An audio encoding device comprising: a tone detector for detecting a tone of an audio signal; a second filter determining a filter coefficient based on the detected tone and the audio signal based on the determined filter coefficient The signal performs a second filtering; and an encoder encodes the audio signal generated by the second filtering.

An audio encoding method comprising: pre-filtering an audio signal by using information about a tone obtained from an audio signal; and using an audio signal generated by the pre-filtering by using a window having a predetermined overlapping segment Performing windowing; and generating and outputting a bit stream by encoding the audio signal generated by the windowing based on the predetermined overlapping segment and encoding the information about the tone.

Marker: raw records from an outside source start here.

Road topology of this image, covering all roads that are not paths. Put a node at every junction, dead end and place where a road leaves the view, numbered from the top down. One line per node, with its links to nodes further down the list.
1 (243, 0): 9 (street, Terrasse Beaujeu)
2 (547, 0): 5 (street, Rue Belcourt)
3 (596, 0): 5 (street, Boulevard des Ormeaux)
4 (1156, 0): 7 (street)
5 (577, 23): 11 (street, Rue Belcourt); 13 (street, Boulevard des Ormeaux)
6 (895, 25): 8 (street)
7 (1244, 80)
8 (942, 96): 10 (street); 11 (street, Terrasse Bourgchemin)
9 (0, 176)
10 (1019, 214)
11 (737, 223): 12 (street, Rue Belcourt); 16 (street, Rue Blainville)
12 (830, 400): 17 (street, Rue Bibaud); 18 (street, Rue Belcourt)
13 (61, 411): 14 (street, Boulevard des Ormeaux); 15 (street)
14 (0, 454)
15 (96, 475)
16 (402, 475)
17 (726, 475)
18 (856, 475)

An audio coding method according to claim 11, wherein The generating and outputting of the bit stream includes: determining an encoding delay based on the predetermined overlapping segment; and delaying the information about the tone according to the determined encoding delay, and outputting the pitch Delayed information.

An audio decoding method, comprising: acquiring a frequency-converted audio signal and information about a tone from a received bit stream; inversely transforming the frequency-converted audio signal; by using a window having overlapping sectors Performing windowing on the audio signal generated by the inverse transform; post-filtering the audio signal generated by the windowing by using the information about the tone, wherein the post-filtering corresponds to performing during encoding Pre-filtering, and the information about the tone is encoded in the received bitstream based on the overlapping segments.

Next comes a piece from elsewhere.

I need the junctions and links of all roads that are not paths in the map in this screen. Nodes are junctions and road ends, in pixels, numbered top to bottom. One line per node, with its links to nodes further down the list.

An audio encoding device comprising: a pre-filter that pre-filters the audio signal by using information about the tone obtained from the audio signal; and an encoder that generates and outputs the bit string by: Streaming: performing windowing on an audio signal generated by the pre-filtering by using a window having a predetermined overlapping section, and performing an audio signal generated by the windowing based on the predetermined overlapping section Encoding and encoding the information about the tone.

A non-transitory computer readable recording medium having a program recorded thereon, the program being executed by a computer, as described in any one of claims 1 to 9 and 11 to 13 method.